EXERCISE REQUIREMENTS:
An exact transcription of every entry is required, with the images left out.

******

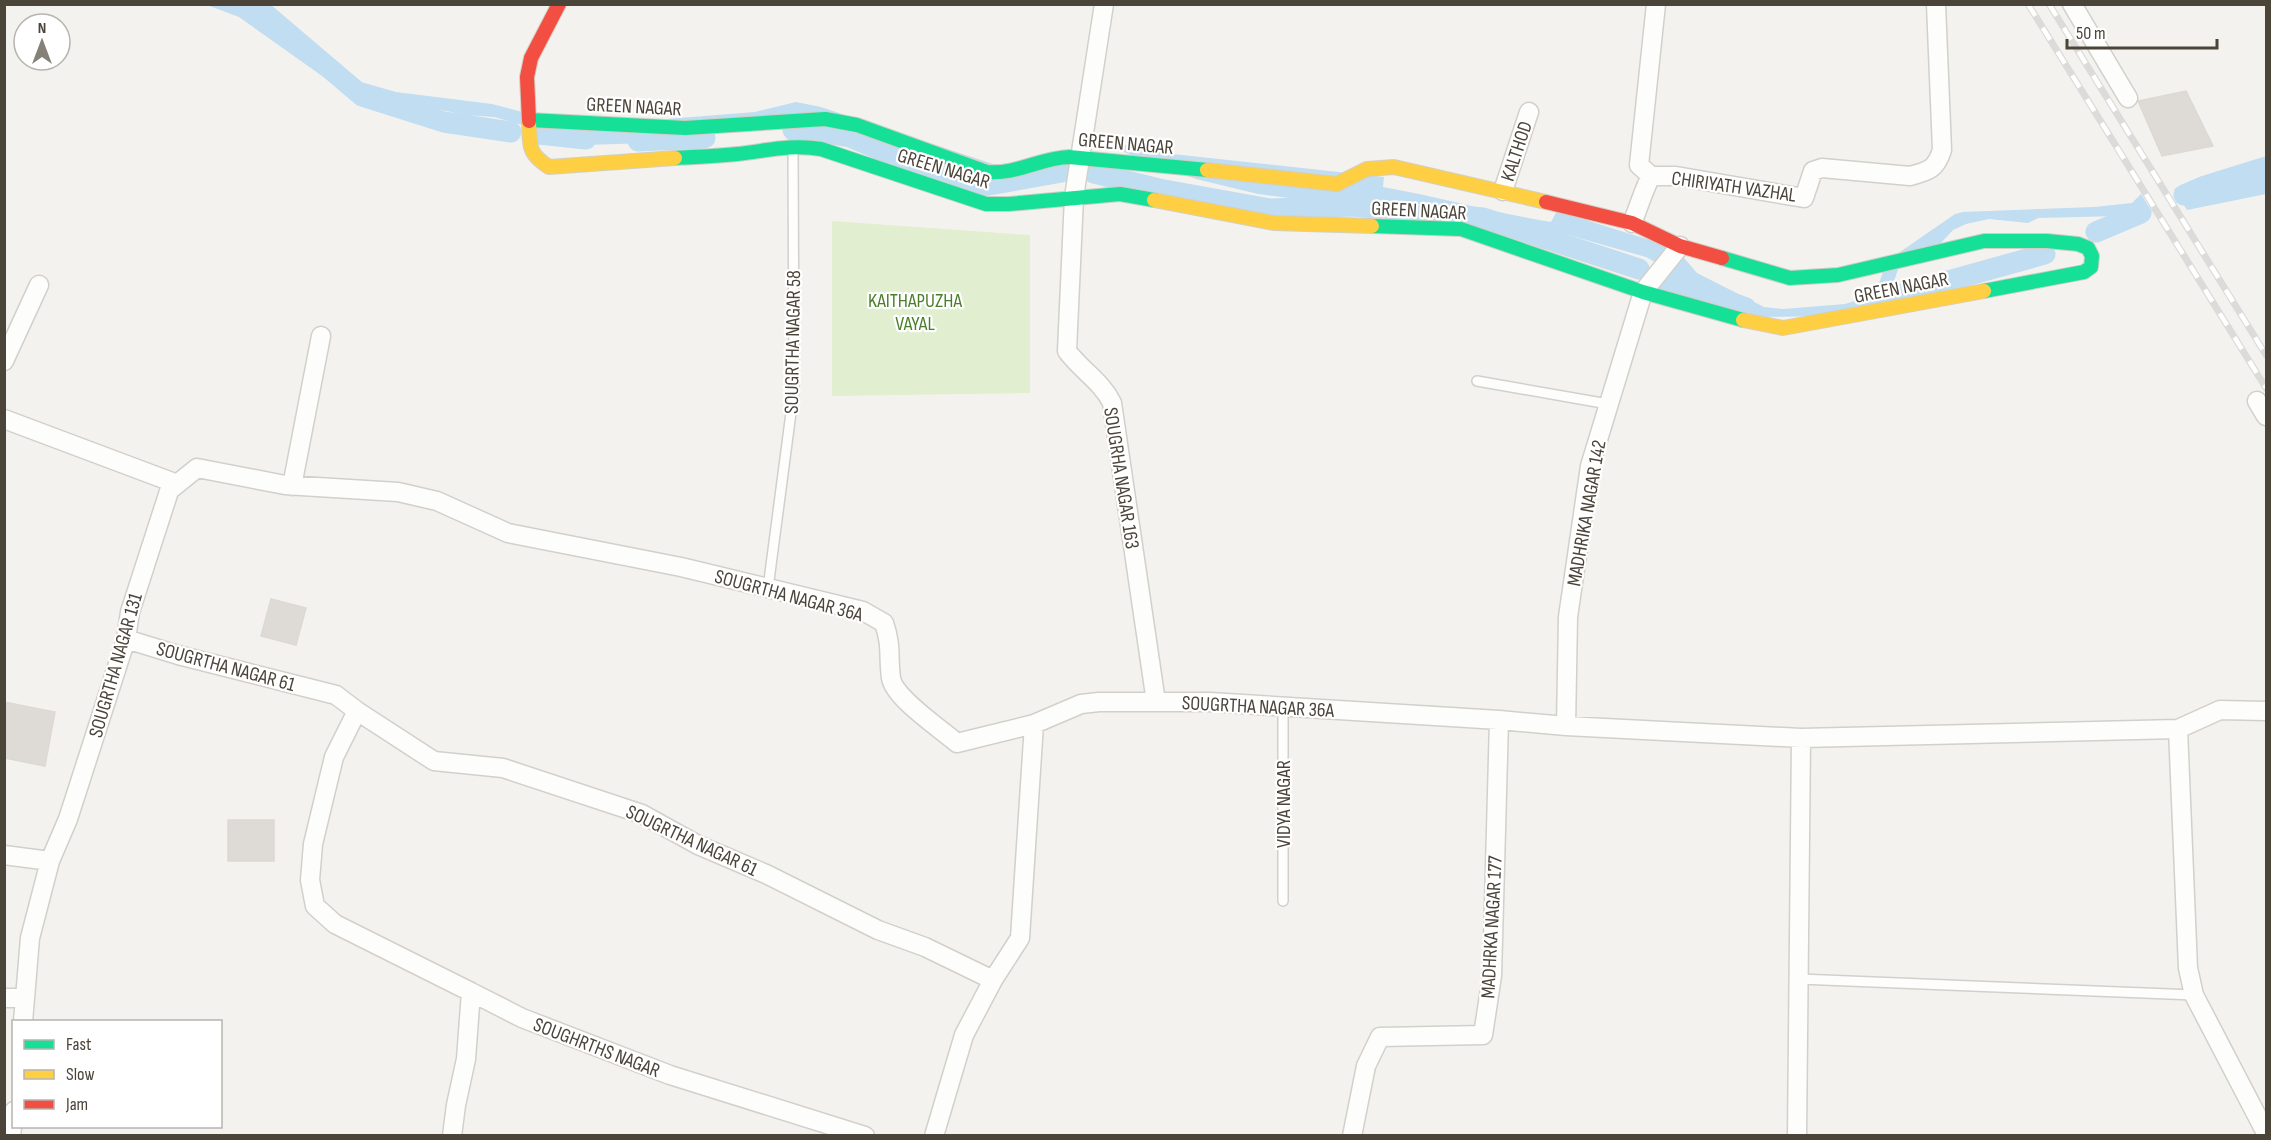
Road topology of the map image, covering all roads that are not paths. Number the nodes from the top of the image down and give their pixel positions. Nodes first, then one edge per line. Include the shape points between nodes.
1 (559, 4) edge
2 (1104, 4) edge
3 (1656, 4) edge
4 (1936, 4) edge
5 (2072, 4) edge
6 (2128, 98) dead end
7 (1529, 112) dead end
8 (529, 120) junction
9 (793, 142) junction
10 (1080, 157) junction
11 (1651, 176) junction
12 (1503, 190) junction
13 (1074, 197) junction
14 (1632, 223) junction
15 (1680, 246) junction
16 (39, 285) dead end
17 (1643, 292) junction
18 (321, 336) dead end
19 (4, 361) edge
20 (1477, 381) dead end
21 (1608, 404) junction
22 (4, 419) edge
23 (172, 482) junction
24 (292, 486) junction
25 (768, 588) junction
26 (126, 639) junction
27 (1156, 702) junction
28 (1283, 706) junction
29 (357, 711) junction
30 (2266, 711) edge
31 (1499, 720) junction
32 (1034, 724) junction
33 (1566, 726) junction
34 (2178, 729) junction
35 (1801, 738) junction
36 (4, 855) edge
37 (50, 861) junction
38 (1283, 902) dead end
39 (1799, 978) junction
40 (993, 980) junction
41 (471, 992) junction
42 (2194, 995) junction
43 (4, 998) edge
44 (25, 998) junction
45 (23, 1020) edge
46 (2266, 1133) edge
47 (452, 1136) edge
48 (865, 1136) edge
49 (934, 1136) edge
50 (1352, 1136) edge
51 (1797, 1136) edge

1 - 8 street, GREEN NAGAR via 531,58 527,77
2 - 10 street, SOUGRHA NAGAR 163
3 - 11 street via 1639,165
4 - 11 street, CHIRIYATH VAZHAL via 1942,150 1937,164 1924,173 1910,176 1822,168 1813,171 1804,198 1676,176
5 - 6 street
7 - 12 street, KALTHOD
8 - 9 street, GREEN NAGAR via 530,150 549,167 737,154
8 - 10 street, GREEN NAGAR via 685,128 825,119 857,125 999,174 1060,157
9 - 13 street, GREEN NAGAR via 986,204
9 - 25 lane, SOUGRTHA NAGAR 58 via 794,390
10 - 12 street, GREEN NAGAR via 1337,184 1367,169 1394,167
10 - 13 street, SOUGRHA NAGAR 163
11 - 14 street, CHIRIYATH VAZHAL
12 - 14 street, GREEN NAGAR
13 - 17 street, GREEN NAGAR via 1120,194 1274,223 1461,229
13 - 27 street, SOUGRHA NAGAR 163 via 1067,351 1106,390 1113,403
14 - 15 street, GREEN NAGAR
15 - 17 street, MADHRIKA NAGAR 142
15 - 17 street, GREEN NAGAR via 1790,278 1838,276 1984,242 2078,244 2088,248 2092,256 2091,267 2084,272 1784,328
16 - 19 street
17 - 21 street, MADHRIKA NAGAR 142
18 - 24 street
20 - 21 lane
21 - 33 street, MADHRIKA NAGAR 142 via 1590,466 1568,617
22 - 23 street
23 - 24 street, SOUGRTHA NAGAR 36A via 171,489 197,468
23 - 26 street, SOUGRTHA NAGAR 131 via 130,612
24 - 25 street, SOUGRTHA NAGAR 36A via 398,492 427,498 508,533
25 - 32 street, SOUGRTHA NAGAR 36A via 863,611 884,623 890,639 891,681 899,696 957,743
26 - 29 street, SOUGRTHA NAGAR 61 via 336,695
26 - 37 street, SOUGRTHA NAGAR 131 via 68,819
27 - 28 street, SOUGRTHA NAGAR 36A
27 - 32 street, SOUGRTHA NAGAR 36A via 1081,704
28 - 31 street, SOUGRTHA NAGAR 36A
28 - 38 lane, VIDYA NAGAR
29 - 40 street, SOUGRTHA NAGAR 61 via 434,761 503,768 642,814 698,845
29 - 41 street, SOUGHRTHS NAGAR via 334,757 315,834 310,880 315,906 335,924
30 - 34 street via 2220,710
31 - 33 street, SOUGRTHA NAGAR 36A
31 - 50 street, MADHRKA NAGAR 177 via 1492,976 1483,1035 1380,1037 1366,1066
32 - 40 street via 1020,938
33 - 35 street, SOUGRTHA NAGAR 36A
34 - 35 street, SOUGRTHA NAGAR 36A
34 - 42 street via 2188,968
35 - 39 street
36 - 37 street
37 - 44 street, SOUGRTHA NAGAR 131 via 30,938
39 - 42 lane
39 - 51 street
40 - 49 street via 964,1035
41 - 47 street via 466,1059
41 - 48 street, SOUGHRTHS NAGAR via 531,1022 670,1075
42 - 46 street
43 - 44 street
44 - 45 street, SOUGRTHA NAGAR 131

******

SOLUTION TO THIS EXERCISE:
Road topology of the map image, covering all roads that are not paths. Number the nodes from the top of the image down and give their pixel positions. Nodes first, then one edge per line. Include the shape points between nodes.
1 (559, 4) edge
2 (1104, 4) edge
3 (1656, 4) edge
4 (1936, 4) edge
5 (2072, 4) edge
6 (2128, 98) dead end
7 (1529, 112) dead end
8 (529, 120) junction
9 (793, 142) junction
10 (1080, 157) junction
11 (1651, 176) junction
12 (1503, 190) junction
13 (1074, 197) junction
14 (1632, 223) junction
15 (1680, 246) junction
16 (39, 285) dead end
17 (1643, 292) junction
18 (321, 336) dead end
19 (4, 361) edge
20 (1477, 381) dead end
21 (1608, 404) junction
22 (4, 419) edge
23 (172, 482) junction
24 (292, 486) junction
25 (768, 588) junction
26 (126, 639) junction
27 (1156, 702) junction
28 (1283, 706) junction
29 (357, 711) junction
30 (2266, 711) edge
31 (1499, 720) junction
32 (1034, 724) junction
33 (1566, 726) junction
34 (2178, 729) junction
35 (1801, 738) junction
36 (4, 855) edge
37 (50, 861) junction
38 (1283, 902) dead end
39 (1799, 978) junction
40 (993, 980) junction
41 (471, 992) junction
42 (2194, 995) junction
43 (4, 998) edge
44 (25, 998) junction
45 (23, 1020) edge
46 (2266, 1133) edge
47 (452, 1136) edge
48 (865, 1136) edge
49 (934, 1136) edge
50 (1352, 1136) edge
51 (1797, 1136) edge

1 - 8 street, GREEN NAGAR via 531,58 527,77
2 - 10 street, SOUGRHA NAGAR 163
3 - 11 street via 1639,165
4 - 11 street, CHIRIYATH VAZHAL via 1942,150 1937,164 1924,173 1910,176 1822,168 1813,171 1804,198 1676,176
5 - 6 street
7 - 12 street, KALTHOD
8 - 9 street, GREEN NAGAR via 530,150 549,167 737,154
8 - 10 street, GREEN NAGAR via 685,128 825,119 857,125 999,174 1060,157
9 - 13 street, GREEN NAGAR via 986,204
9 - 25 lane, SOUGRTHA NAGAR 58 via 794,390
10 - 12 street, GREEN NAGAR via 1337,184 1367,169 1394,167
10 - 13 street, SOUGRHA NAGAR 163
11 - 14 street, CHIRIYATH VAZHAL
12 - 14 street, GREEN NAGAR
13 - 17 street, GREEN NAGAR via 1120,194 1274,223 1461,229
13 - 27 street, SOUGRHA NAGAR 163 via 1067,351 1106,390 1113,403
14 - 15 street, GREEN NAGAR
15 - 17 street, MADHRIKA NAGAR 142
15 - 17 street, GREEN NAGAR via 1790,278 1838,276 1984,242 2078,244 2088,248 2092,256 2091,267 2084,272 1784,328
16 - 19 street
17 - 21 street, MADHRIKA NAGAR 142
18 - 24 street
20 - 21 lane
21 - 33 street, MADHRIKA NAGAR 142 via 1590,466 1568,617
22 - 23 street
23 - 24 street, SOUGRTHA NAGAR 36A via 171,489 197,468
23 - 26 street, SOUGRTHA NAGAR 131 via 130,612
24 - 25 street, SOUGRTHA NAGAR 36A via 398,492 427,498 508,533
25 - 32 street, SOUGRTHA NAGAR 36A via 863,611 884,623 890,639 891,681 899,696 957,743
26 - 29 street, SOUGRTHA NAGAR 61 via 336,695
26 - 37 street, SOUGRTHA NAGAR 131 via 68,819
27 - 28 street, SOUGRTHA NAGAR 36A
27 - 32 street, SOUGRTHA NAGAR 36A via 1081,704
28 - 31 street, SOUGRTHA NAGAR 36A
28 - 38 lane, VIDYA NAGAR
29 - 40 street, SOUGRTHA NAGAR 61 via 434,761 503,768 642,814 698,845
29 - 41 street, SOUGHRTHS NAGAR via 334,757 315,834 310,880 315,906 335,924
30 - 34 street via 2220,710
31 - 33 street, SOUGRTHA NAGAR 36A
31 - 50 street, MADHRKA NAGAR 177 via 1492,976 1483,1035 1380,1037 1366,1066
32 - 40 street via 1020,938
33 - 35 street, SOUGRTHA NAGAR 36A
34 - 35 street, SOUGRTHA NAGAR 36A
34 - 42 street via 2188,968
35 - 39 street
36 - 37 street
37 - 44 street, SOUGRTHA NAGAR 131 via 30,938
39 - 42 lane
39 - 51 street
40 - 49 street via 964,1035
41 - 47 street via 466,1059
41 - 48 street, SOUGHRTHS NAGAR via 531,1022 670,1075
42 - 46 street
43 - 44 street
44 - 45 street, SOUGRTHA NAGAR 131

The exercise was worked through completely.